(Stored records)
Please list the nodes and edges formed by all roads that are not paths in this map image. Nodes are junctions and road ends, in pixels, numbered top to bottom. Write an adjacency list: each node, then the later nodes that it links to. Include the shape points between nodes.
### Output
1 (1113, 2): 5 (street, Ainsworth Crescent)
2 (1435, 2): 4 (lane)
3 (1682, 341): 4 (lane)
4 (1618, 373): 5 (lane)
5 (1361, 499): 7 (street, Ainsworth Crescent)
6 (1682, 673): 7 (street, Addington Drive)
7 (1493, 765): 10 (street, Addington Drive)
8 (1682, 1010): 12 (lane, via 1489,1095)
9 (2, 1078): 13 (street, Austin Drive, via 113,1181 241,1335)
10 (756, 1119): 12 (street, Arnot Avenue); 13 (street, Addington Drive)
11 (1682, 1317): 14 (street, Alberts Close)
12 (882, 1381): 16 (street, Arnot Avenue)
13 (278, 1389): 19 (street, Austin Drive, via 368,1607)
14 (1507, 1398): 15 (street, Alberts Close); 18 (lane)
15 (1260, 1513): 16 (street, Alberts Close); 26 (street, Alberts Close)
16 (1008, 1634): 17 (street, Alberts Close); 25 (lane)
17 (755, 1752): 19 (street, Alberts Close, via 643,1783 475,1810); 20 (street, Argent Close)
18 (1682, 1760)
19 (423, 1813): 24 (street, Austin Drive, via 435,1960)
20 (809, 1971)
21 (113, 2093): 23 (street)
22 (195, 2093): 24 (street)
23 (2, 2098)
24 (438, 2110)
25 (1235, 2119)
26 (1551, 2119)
* * *
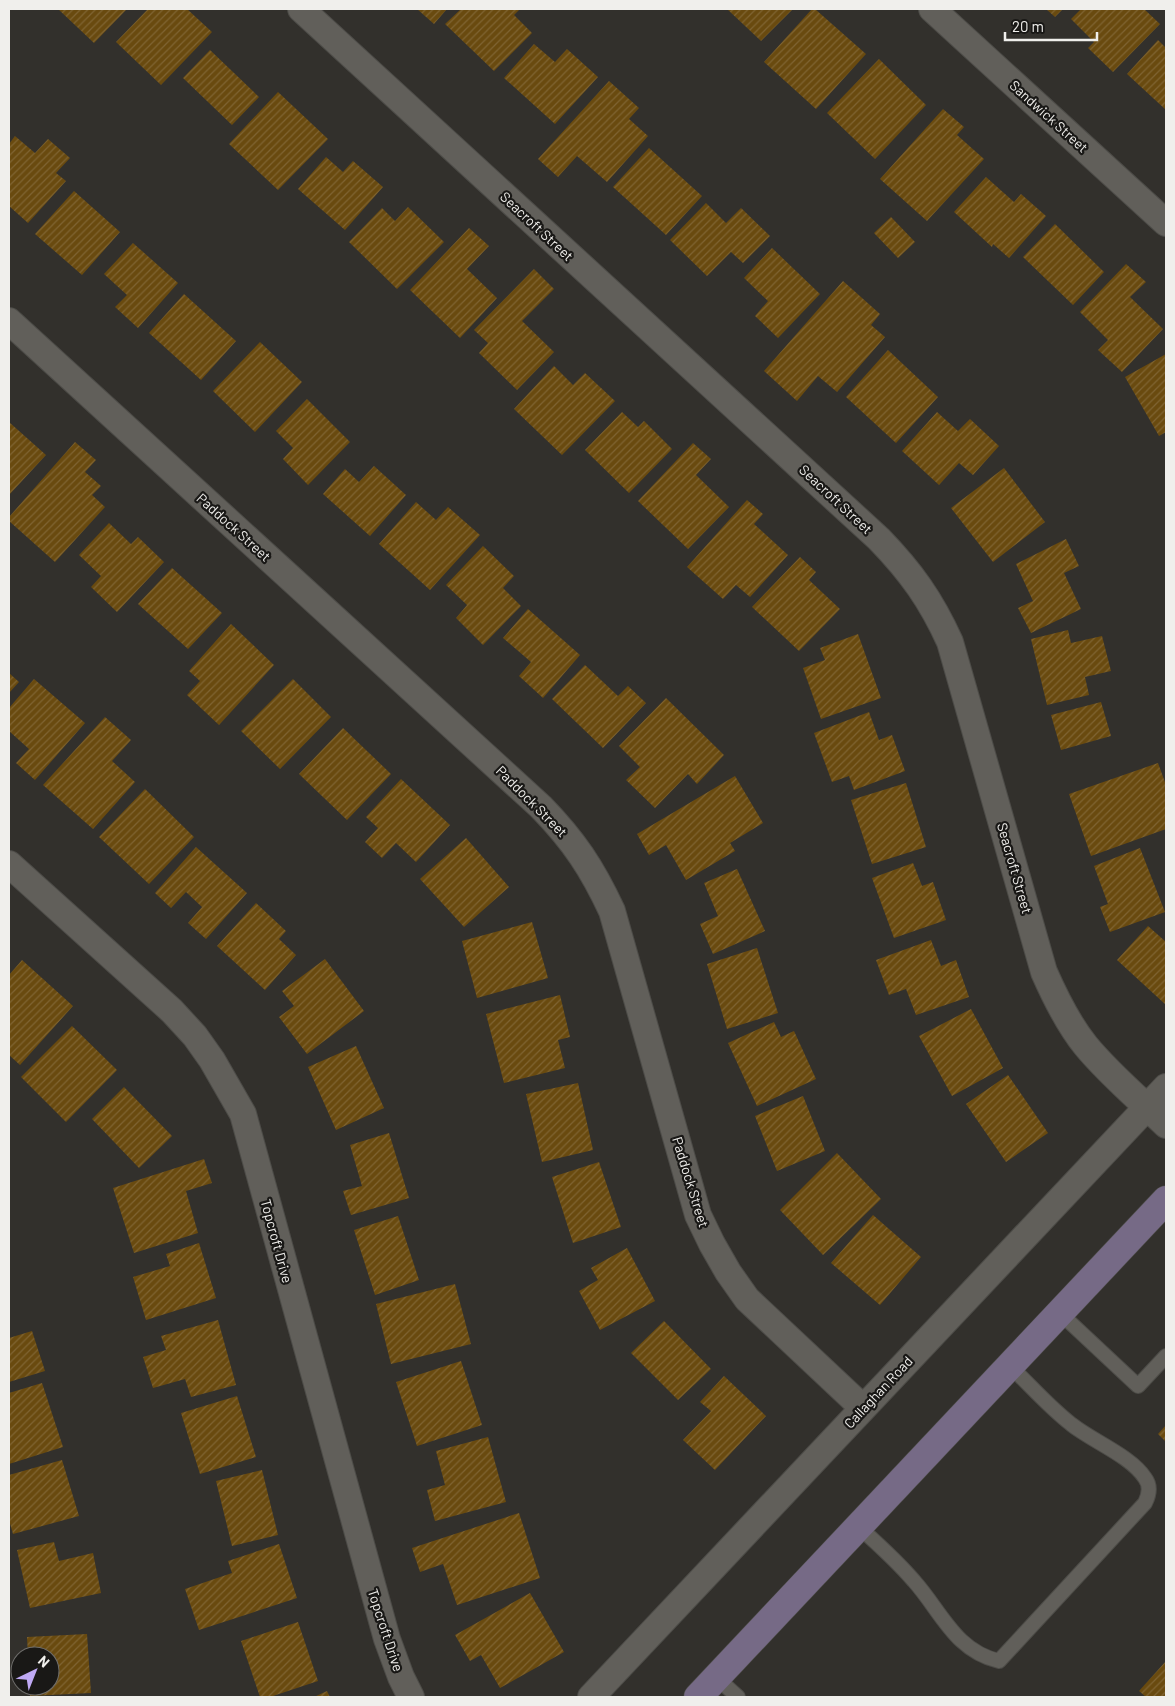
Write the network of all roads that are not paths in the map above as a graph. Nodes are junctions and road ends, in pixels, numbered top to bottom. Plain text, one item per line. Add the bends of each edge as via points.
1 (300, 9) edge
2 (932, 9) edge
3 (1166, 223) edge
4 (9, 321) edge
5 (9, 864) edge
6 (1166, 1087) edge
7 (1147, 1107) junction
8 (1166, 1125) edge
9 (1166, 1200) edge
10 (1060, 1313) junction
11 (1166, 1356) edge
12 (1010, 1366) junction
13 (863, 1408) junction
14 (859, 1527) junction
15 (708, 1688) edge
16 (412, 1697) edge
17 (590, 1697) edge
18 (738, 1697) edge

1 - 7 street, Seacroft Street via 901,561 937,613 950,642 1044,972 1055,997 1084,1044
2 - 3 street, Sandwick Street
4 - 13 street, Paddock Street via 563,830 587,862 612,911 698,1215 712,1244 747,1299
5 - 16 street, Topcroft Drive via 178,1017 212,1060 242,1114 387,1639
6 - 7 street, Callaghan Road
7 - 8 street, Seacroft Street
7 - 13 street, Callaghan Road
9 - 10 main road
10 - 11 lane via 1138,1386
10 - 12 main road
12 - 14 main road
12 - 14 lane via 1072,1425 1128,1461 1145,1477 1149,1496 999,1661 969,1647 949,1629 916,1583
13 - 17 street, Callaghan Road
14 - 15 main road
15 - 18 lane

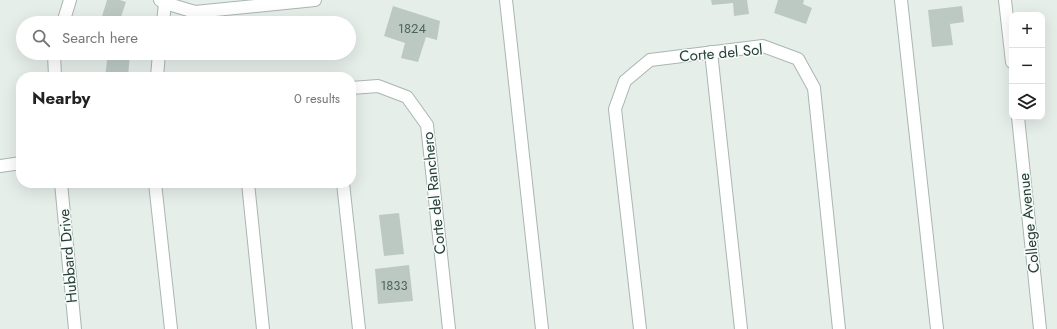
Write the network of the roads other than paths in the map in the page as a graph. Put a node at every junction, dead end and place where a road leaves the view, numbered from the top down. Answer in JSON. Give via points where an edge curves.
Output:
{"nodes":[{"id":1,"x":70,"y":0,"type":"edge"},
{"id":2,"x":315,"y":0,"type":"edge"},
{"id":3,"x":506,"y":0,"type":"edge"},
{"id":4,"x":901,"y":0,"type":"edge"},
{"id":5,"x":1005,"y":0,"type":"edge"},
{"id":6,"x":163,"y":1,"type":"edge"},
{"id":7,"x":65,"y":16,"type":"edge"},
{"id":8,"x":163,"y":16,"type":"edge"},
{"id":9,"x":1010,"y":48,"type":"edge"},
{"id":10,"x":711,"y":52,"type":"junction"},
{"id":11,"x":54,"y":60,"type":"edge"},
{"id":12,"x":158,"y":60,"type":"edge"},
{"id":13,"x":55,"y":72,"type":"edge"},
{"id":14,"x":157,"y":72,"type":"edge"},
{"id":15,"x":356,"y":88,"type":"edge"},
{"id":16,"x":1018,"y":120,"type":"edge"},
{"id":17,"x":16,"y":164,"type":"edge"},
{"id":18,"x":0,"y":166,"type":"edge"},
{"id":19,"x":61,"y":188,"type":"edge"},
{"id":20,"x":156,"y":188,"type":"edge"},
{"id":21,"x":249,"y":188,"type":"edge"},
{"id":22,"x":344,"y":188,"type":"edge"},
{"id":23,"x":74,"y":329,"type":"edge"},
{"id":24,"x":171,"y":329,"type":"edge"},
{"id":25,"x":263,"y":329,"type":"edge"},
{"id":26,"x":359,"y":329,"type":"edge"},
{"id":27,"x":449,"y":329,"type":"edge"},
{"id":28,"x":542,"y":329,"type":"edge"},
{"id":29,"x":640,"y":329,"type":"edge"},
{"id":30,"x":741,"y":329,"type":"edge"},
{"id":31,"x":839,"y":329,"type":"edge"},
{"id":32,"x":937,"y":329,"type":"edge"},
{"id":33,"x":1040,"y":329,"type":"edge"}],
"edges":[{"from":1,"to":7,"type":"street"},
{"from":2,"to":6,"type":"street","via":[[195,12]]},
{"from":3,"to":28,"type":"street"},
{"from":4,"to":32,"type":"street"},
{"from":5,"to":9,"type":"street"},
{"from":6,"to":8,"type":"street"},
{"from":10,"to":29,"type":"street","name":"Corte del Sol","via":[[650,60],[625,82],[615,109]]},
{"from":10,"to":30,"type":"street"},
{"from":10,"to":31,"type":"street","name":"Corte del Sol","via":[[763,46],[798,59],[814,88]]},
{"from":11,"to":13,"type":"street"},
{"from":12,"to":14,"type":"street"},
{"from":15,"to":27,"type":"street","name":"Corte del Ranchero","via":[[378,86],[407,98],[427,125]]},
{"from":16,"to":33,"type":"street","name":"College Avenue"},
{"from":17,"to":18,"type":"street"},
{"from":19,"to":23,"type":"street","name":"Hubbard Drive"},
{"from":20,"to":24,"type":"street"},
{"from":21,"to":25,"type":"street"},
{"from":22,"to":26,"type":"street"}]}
--
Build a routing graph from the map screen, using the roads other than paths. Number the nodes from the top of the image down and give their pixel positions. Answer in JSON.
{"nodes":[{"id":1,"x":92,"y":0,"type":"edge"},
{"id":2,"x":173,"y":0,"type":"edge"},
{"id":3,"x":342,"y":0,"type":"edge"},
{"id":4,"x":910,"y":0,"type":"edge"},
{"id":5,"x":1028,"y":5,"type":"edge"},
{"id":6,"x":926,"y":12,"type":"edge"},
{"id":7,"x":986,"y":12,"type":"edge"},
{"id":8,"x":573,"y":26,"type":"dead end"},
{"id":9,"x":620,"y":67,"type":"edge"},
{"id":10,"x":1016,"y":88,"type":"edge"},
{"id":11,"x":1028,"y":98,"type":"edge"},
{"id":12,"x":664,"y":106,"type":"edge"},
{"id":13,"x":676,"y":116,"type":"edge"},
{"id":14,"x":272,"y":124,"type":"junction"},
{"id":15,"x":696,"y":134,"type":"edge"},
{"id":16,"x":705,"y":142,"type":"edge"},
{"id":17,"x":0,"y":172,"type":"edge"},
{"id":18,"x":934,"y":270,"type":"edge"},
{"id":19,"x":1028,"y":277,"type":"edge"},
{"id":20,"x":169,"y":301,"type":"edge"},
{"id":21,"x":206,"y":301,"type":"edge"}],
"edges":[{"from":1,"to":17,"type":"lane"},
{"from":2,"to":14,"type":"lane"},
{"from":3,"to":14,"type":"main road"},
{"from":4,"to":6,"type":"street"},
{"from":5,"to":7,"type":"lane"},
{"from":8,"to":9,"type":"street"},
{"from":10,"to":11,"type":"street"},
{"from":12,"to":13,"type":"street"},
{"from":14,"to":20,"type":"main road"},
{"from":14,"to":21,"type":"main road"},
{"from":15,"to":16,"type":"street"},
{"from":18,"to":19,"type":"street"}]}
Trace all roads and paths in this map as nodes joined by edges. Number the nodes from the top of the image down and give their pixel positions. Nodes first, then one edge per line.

* _Work instruction_:
Search the records above for the string "then" and copy each line that holds it.

* _Answer to the problem_:
Please list the nodes and edges formed by all roads that are not paths in this map image. Nodes are junctions and road ends, in pixels, numbered top to bottom. Write an adjacency list: each node, then the later nodes that it links to. Include the shape points between nodes.
Trace all roads and paths in this map as nodes joined by edges. Number the nodes from the top of the image down and give their pixel positions. Nodes first, then one edge per line.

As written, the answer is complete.